Eşyalarını toplamayı bitirdiğinde Megumi'nin sahibini bekleyen yavru bir köpek gibi göründüğünü düşündü. Bazen dişlerini geçirebilen bir köpek, fazla itaatkar değil. Sukuna binadan ayrılmadan önce Megumi'ye baktığında bir şeyler daha dikkatini çekti-

"Silahın yanında mı?" Megumi sorgulamadan silahını bulmak için üzerini yoklamaya başladığında Sukuna ondan önce davranıp çoktan belindeki silahı almıştı. "Sanırım üzerine bir şeyler giymen gerekecek."

Megumi anlamsızca başını salladı. Islak ve kanlı bir gömlek giymek istemiyordu. "Niye?"
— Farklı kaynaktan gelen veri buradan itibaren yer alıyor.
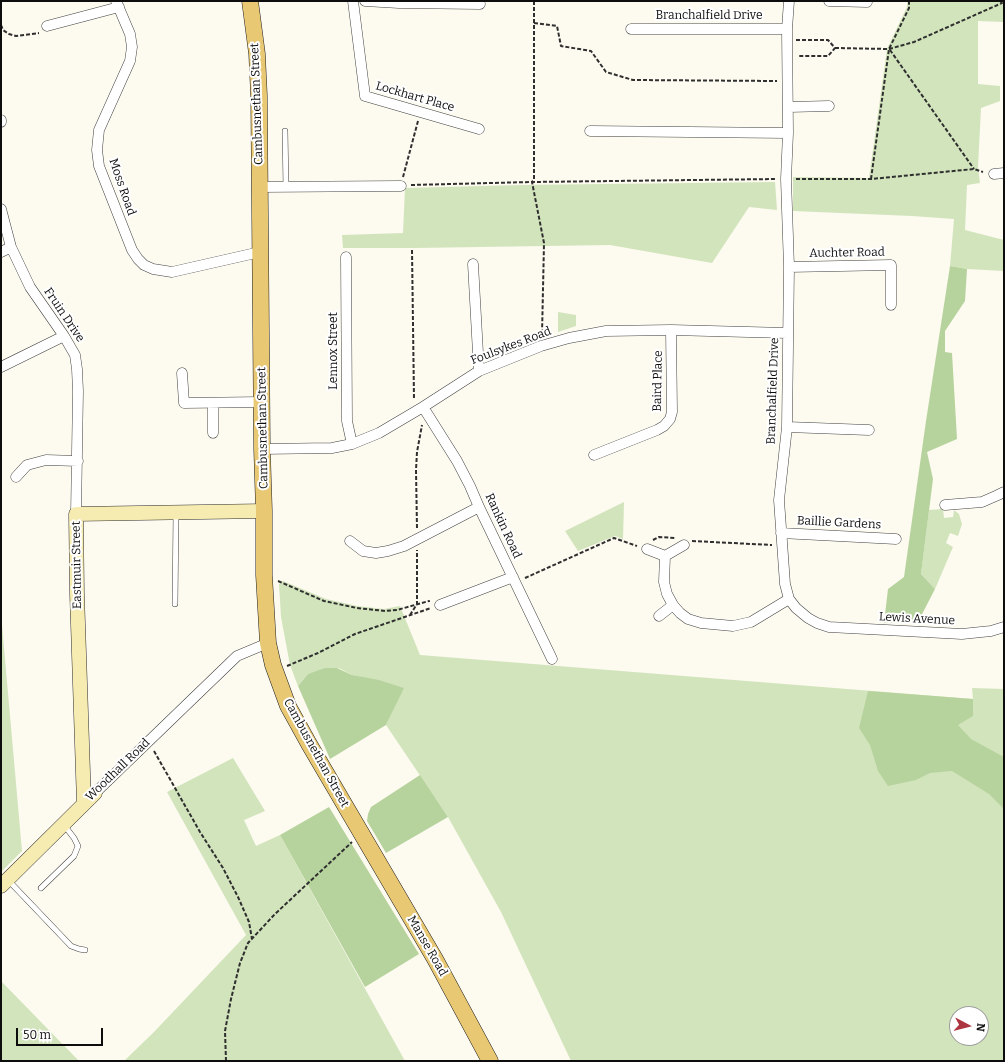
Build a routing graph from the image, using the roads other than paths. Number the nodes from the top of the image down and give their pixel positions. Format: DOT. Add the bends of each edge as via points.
graph roads {
  1 [pos="250,1"];
  2 [pos="353,1"];
  3 [pos="365,1"];
  4 [pos="789,1"];
  5 [pos="829,1"];
  6 [pos="867,2"];
  7 [pos="118,4"];
  8 [pos="480,4"];
  9 [pos="48,26"];
  10 [pos="787,29"];
  11 [pos="631,30"];
  12 [pos="829,106"];
  13 [pos="789,107"];
  14 [pos="479,129"];
  15 [pos="285,131"];
  16 [pos="590,131"];
  17 [pos="788,134"];
  18 [pos="401,186"];
  19 [pos="259,187"];
  20 [pos="286,187"];
  21 [pos="1,209"];
  22 [pos="11,247"];
  23 [pos="1,252"];
  24 [pos="260,252"];
  25 [pos="346,257"];
  26 [pos="474,264"];
  27 [pos="789,267"];
  28 [pos="891,305"];
  29 [pos="671,330"];
  30 [pos="787,333"];
  31 [pos="64,336"];
  32 [pos="1,366"];
  33 [pos="479,371"];
  34 [pos="182,373"];
  35 [pos="262,402"];
  36 [pos="213,403"];
  37 [pos="421,410"];
  38 [pos="787,427"];
  39 [pos="870,430"];
  40 [pos="213,433"];
  41 [pos="352,444"];
  42 [pos="262,449"];
  43 [pos="594,455"];
  44 [pos="78,462"];
  45 [pos="16,477"];
  46 [pos="1004,492"];
  47 [pos="945,505"];
  48 [pos="479,507"];
  49 [pos="264,511"];
  50 [pos="176,513"];
  51 [pos="76,514"];
  52 [pos="781,533"];
  53 [pos="896,540"];
  54 [pos="350,541"];
  55 [pos="685,541"];
  56 [pos="648,545"];
  57 [pos="665,556"];
  58 [pos="514,580"];
  59 [pos="789,599"];
  60 [pos="175,604"];
  61 [pos="673,605"];
  62 [pos="436,607"];
  63 [pos="659,616"];
  64 [pos="1004,627"];
  65 [pos="268,643"];
  66 [pos="552,659"];
  67 [pos="95,793"];
  68 [pos="84,803"];
  69 [pos="63,824"];
  70 [pos="361,832"];
  71 [pos="4,883"];
  72 [pos="41,888"];
  73 [pos="85,950"];
  74 [pos="490,1061"];
  1 -- 19 [label="main road, Cambusnethan Street" via="257,54"];
  2 -- 14 [label="street, Lockhart Place" via="365,96"];
  3 -- 8 [label="street"];
  4 -- 10 [label="street, Branchalfield Drive"];
  5 -- 6 [label="street"];
  7 -- 9 [label="street"];
  7 -- 24 [label="street, Moss Road" via="130,34 130,61 99,130 97,150 99,166 132,250 144,265 172,272"];
  10 -- 11 [label="street, Branchalfield Drive"];
  10 -- 13 [label="street, Branchalfield Drive"];
  12 -- 13 [label="street"];
  13 -- 17 [label="street, Branchalfield Drive"];
  15 -- 20 [label="lane"];
  16 -- 17 [label="street"];
  17 -- 27 [label="street, Branchalfield Drive" via="786,179"];
  18 -- 20 [label="street"];
  19 -- 20 [label="street"];
  19 -- 24 [label="main road, Cambusnethan Street"];
  21 -- 22 [label="street, Fruin Drive"];
  22 -- 23 [label="street"];
  22 -- 31 [label="street, Fruin Drive" via="30,287"];
  24 -- 35 [label="main road, Cambusnethan Street"];
  25 -- 41 [label="street, Lennox Street" via="347,421"];
  26 -- 33 [label="street"];
  27 -- 28 [label="street, Auchter Road" via="891,265"];
  27 -- 30 [label="street, Branchalfield Drive"];
  29 -- 30 [label="street, Foulsykes Road"];
  29 -- 33 [label="street, Foulsykes Road" via="606,331 569,338 541,346"];
  29 -- 43 [label="street, Baird Place" via="670,419 657,430"];
  30 -- 38 [label="street, Branchalfield Drive"];
  31 -- 32 [label="street"];
  31 -- 44 [label="street, Fruin Drive" via="75,355 77,369"];
  33 -- 37 [label="street, Foulsykes Road"];
  34 -- 36 [label="street" via="184,403"];
  35 -- 36 [label="street"];
  35 -- 42 [label="main road, Cambusnethan Street"];
  36 -- 40 [label="street"];
  37 -- 41 [label="street, Foulsykes Road" via="379,433"];
  37 -- 48 [label="street, Rankin Road" via="457,461"];
  38 -- 39 [label="street"];
  38 -- 52 [label="street, Branchalfield Drive" via="779,500"];
  41 -- 42 [label="street, Foulsykes Road" via="332,448"];
  42 -- 49 [label="main road, Cambusnethan Street"];
  44 -- 45 [label="street" via="46,460 27,465"];
  44 -- 51 [label="street, Fruin Drive"];
  46 -- 47 [label="street" via="982,502"];
  48 -- 54 [label="street" via="396,549 376,553 363,551"];
  48 -- 58 [label="street, Rankin Road"];
  49 -- 50 [label="street, Eastmuir Street"];
  49 -- 65 [label="main road, Cambusnethan Street"];
  50 -- 51 [label="street, Eastmuir Street"];
  50 -- 60 [label="lane"];
  51 -- 68 [label="street, Eastmuir Street"];
  52 -- 53 [label="street, Baillie Gardens"];
  52 -- 59 [label="street, Branchalfield Drive" via="785,584"];
  55 -- 57 [label="street"];
  56 -- 57 [label="street"];
  57 -- 61 [label="street" via="664,582"];
  58 -- 62 [label="street"];
  58 -- 66 [label="street, Rankin Road"];
  59 -- 61 [label="street" via="750,622 733,626 688,619"];
  59 -- 64 [label="street, Lewis Avenue" via="808,618 829,627 962,634"];
  61 -- 63 [label="street"];
  65 -- 67 [label="street, Woodhall Road" via="237,656"];
  65 -- 70 [label="main road, Cambusnethan Street" via="288,706"];
  67 -- 68 [label="street, Woodhall Road"];
  68 -- 69 [label="street, Woodhall Road"];
  69 -- 71 [label="street, Woodhall Road"];
  69 -- 72 [label="lane" via="78,846 74,856"];
  70 -- 74 [label="main road, Manse Road" via="435,959"];
  71 -- 73 [label="lane" via="71,946"];
}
Sukuna gözlerini kısarak boşta kalan elini cebine yerleştirdi. "Tenin o kadar parlıyor ki muhtamelen dışarıya çıktığımızda ilk vurulan kişi sen olursun." Megumi şimdi ister istemez pencereye bakıp dışarıyı kontrol etmişti. Her zamanki boş, terk edilmiş sokaklardan biriydi. Sukuna sanki aklını okuyormuş gibi konuşmasına devam etti. "Terk edilmiş gibi durabilir ama geceleri bu sokakta silahlar hiç susmuyor."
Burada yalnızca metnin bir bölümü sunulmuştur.